Directions for this task - Repeat each entry as written, dropping any picture you find.
━━━━━ Given records
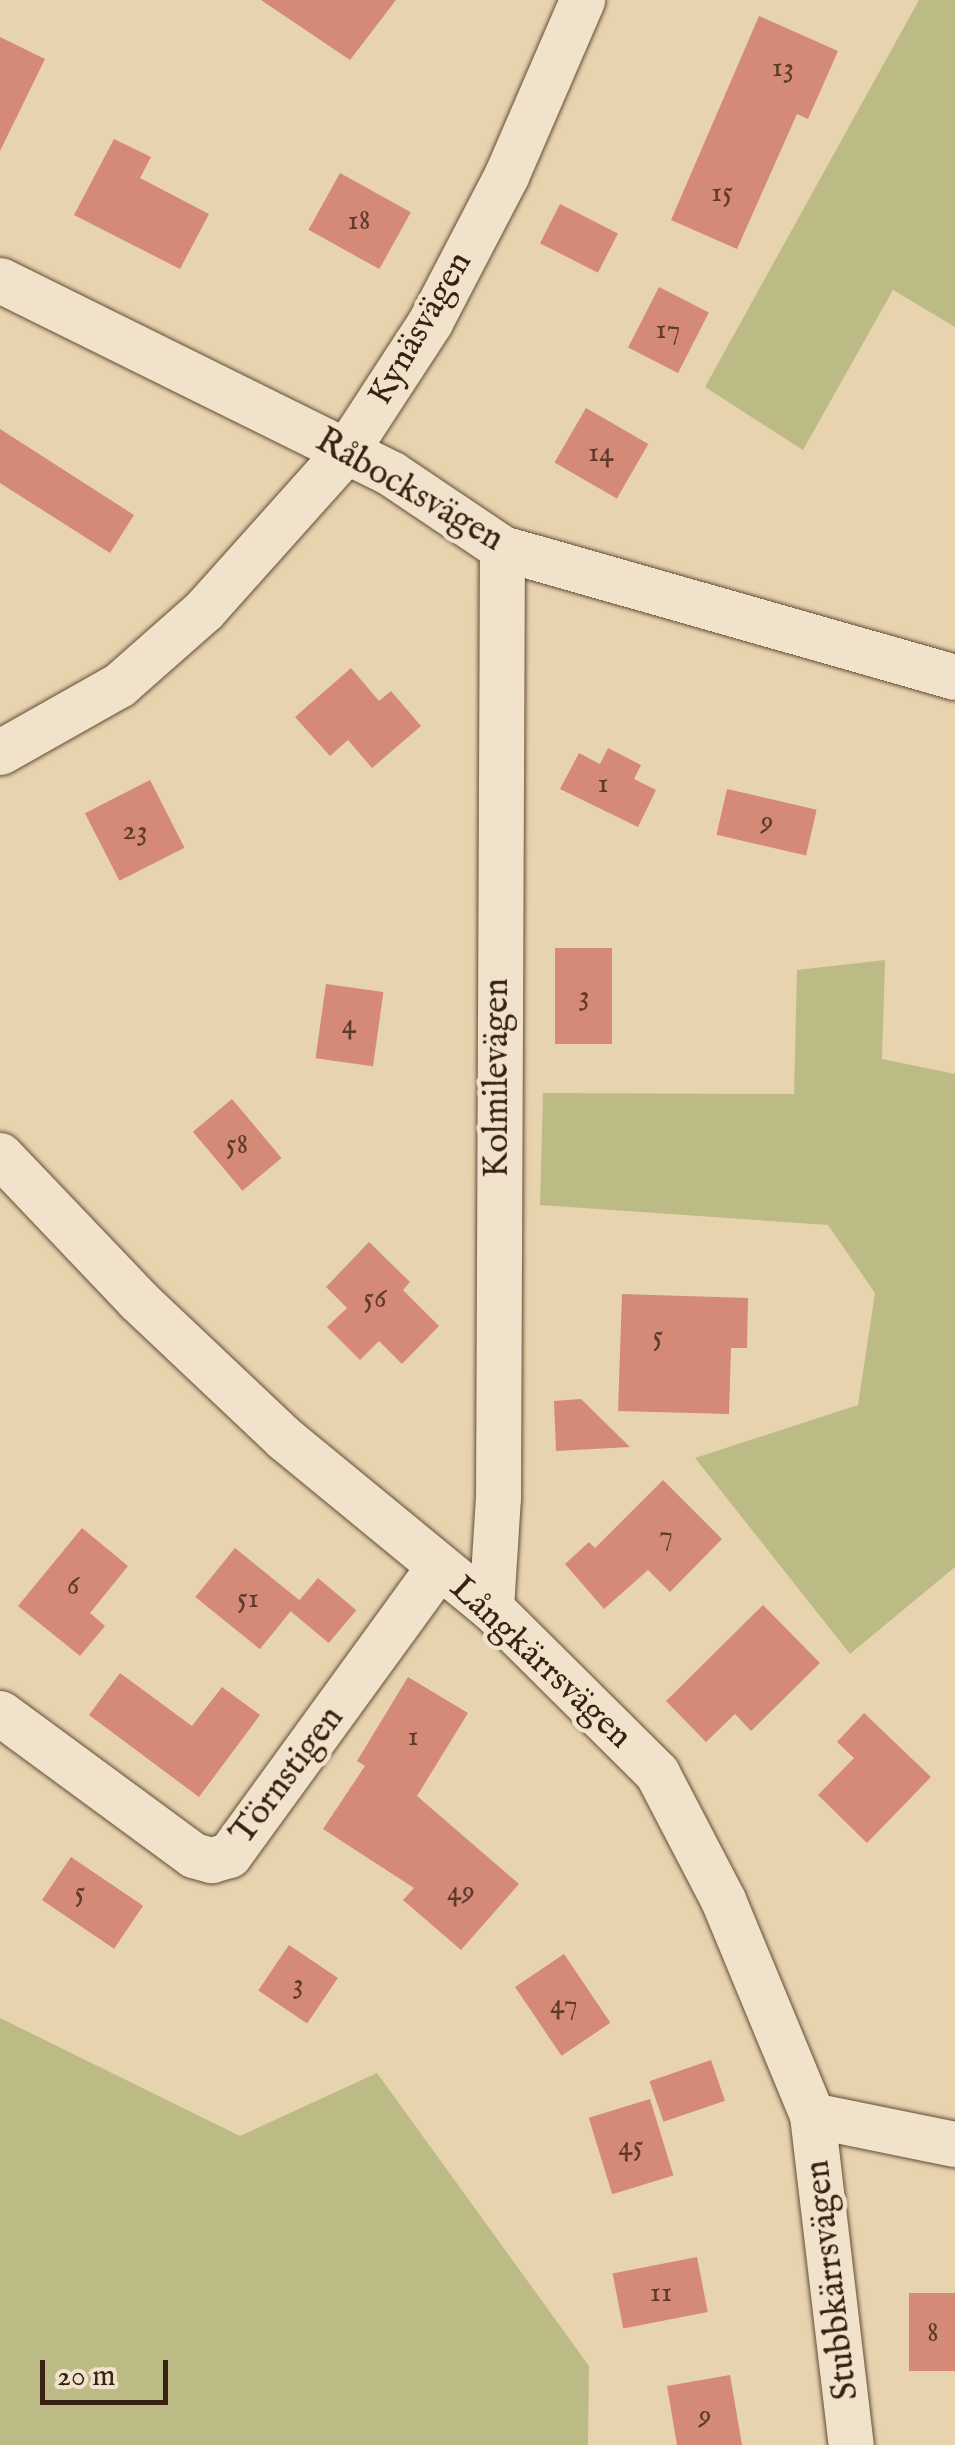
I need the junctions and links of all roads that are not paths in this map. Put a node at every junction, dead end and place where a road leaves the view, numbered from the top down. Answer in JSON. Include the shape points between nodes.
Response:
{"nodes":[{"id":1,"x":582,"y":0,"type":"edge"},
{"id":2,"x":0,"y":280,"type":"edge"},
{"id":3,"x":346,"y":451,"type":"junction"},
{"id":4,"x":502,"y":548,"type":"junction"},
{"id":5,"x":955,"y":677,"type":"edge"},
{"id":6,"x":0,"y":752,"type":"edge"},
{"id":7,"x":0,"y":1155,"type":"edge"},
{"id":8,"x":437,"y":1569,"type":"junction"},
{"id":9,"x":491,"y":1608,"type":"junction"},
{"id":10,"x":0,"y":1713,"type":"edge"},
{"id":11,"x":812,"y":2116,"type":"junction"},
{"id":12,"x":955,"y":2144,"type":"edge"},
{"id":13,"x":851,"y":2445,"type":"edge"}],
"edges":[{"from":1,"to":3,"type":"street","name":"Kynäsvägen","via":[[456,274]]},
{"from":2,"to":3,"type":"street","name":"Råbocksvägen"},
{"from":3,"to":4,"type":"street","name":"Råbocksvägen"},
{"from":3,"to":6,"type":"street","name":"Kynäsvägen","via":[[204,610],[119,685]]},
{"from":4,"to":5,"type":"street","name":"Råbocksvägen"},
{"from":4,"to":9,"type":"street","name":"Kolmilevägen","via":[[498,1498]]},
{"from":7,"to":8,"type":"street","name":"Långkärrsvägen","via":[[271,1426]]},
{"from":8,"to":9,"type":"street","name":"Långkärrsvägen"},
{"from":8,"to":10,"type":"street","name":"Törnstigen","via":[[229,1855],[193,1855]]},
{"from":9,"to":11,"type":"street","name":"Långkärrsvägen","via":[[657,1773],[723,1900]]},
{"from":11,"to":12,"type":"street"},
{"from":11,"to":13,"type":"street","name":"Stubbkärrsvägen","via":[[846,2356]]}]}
━━━━━━━━━━
Response to this task -
I need the junctions and links of all roads that are not paths in this map. Put a node at every junction, dead end and place where a road leaves the view, numbered from the top down. Answer in JSON. Include the shape points between nodes.
Response:
{"nodes":[{"id":1,"x":582,"y":0,"type":"edge"},
{"id":2,"x":0,"y":280,"type":"edge"},
{"id":3,"x":346,"y":451,"type":"junction"},
{"id":4,"x":502,"y":548,"type":"junction"},
{"id":5,"x":955,"y":677,"type":"edge"},
{"id":6,"x":0,"y":752,"type":"edge"},
{"id":7,"x":0,"y":1155,"type":"edge"},
{"id":8,"x":437,"y":1569,"type":"junction"},
{"id":9,"x":491,"y":1608,"type":"junction"},
{"id":10,"x":0,"y":1713,"type":"edge"},
{"id":11,"x":812,"y":2116,"type":"junction"},
{"id":12,"x":955,"y":2144,"type":"edge"},
{"id":13,"x":851,"y":2445,"type":"edge"}],
"edges":[{"from":1,"to":3,"type":"street","name":"Kynäsvägen","via":[[456,274]]},
{"from":2,"to":3,"type":"street","name":"Råbocksvägen"},
{"from":3,"to":4,"type":"street","name":"Råbocksvägen"},
{"from":3,"to":6,"type":"street","name":"Kynäsvägen","via":[[204,610],[119,685]]},
{"from":4,"to":5,"type":"street","name":"Råbocksvägen"},
{"from":4,"to":9,"type":"street","name":"Kolmilevägen","via":[[498,1498]]},
{"from":7,"to":8,"type":"street","name":"Långkärrsvägen","via":[[271,1426]]},
{"from":8,"to":9,"type":"street","name":"Långkärrsvägen"},
{"from":8,"to":10,"type":"street","name":"Törnstigen","via":[[229,1855],[193,1855]]},
{"from":9,"to":11,"type":"street","name":"Långkärrsvägen","via":[[657,1773],[723,1900]]},
{"from":11,"to":12,"type":"street"},
{"from":11,"to":13,"type":"street","name":"Stubbkärrsvägen","via":[[846,2356]]}]}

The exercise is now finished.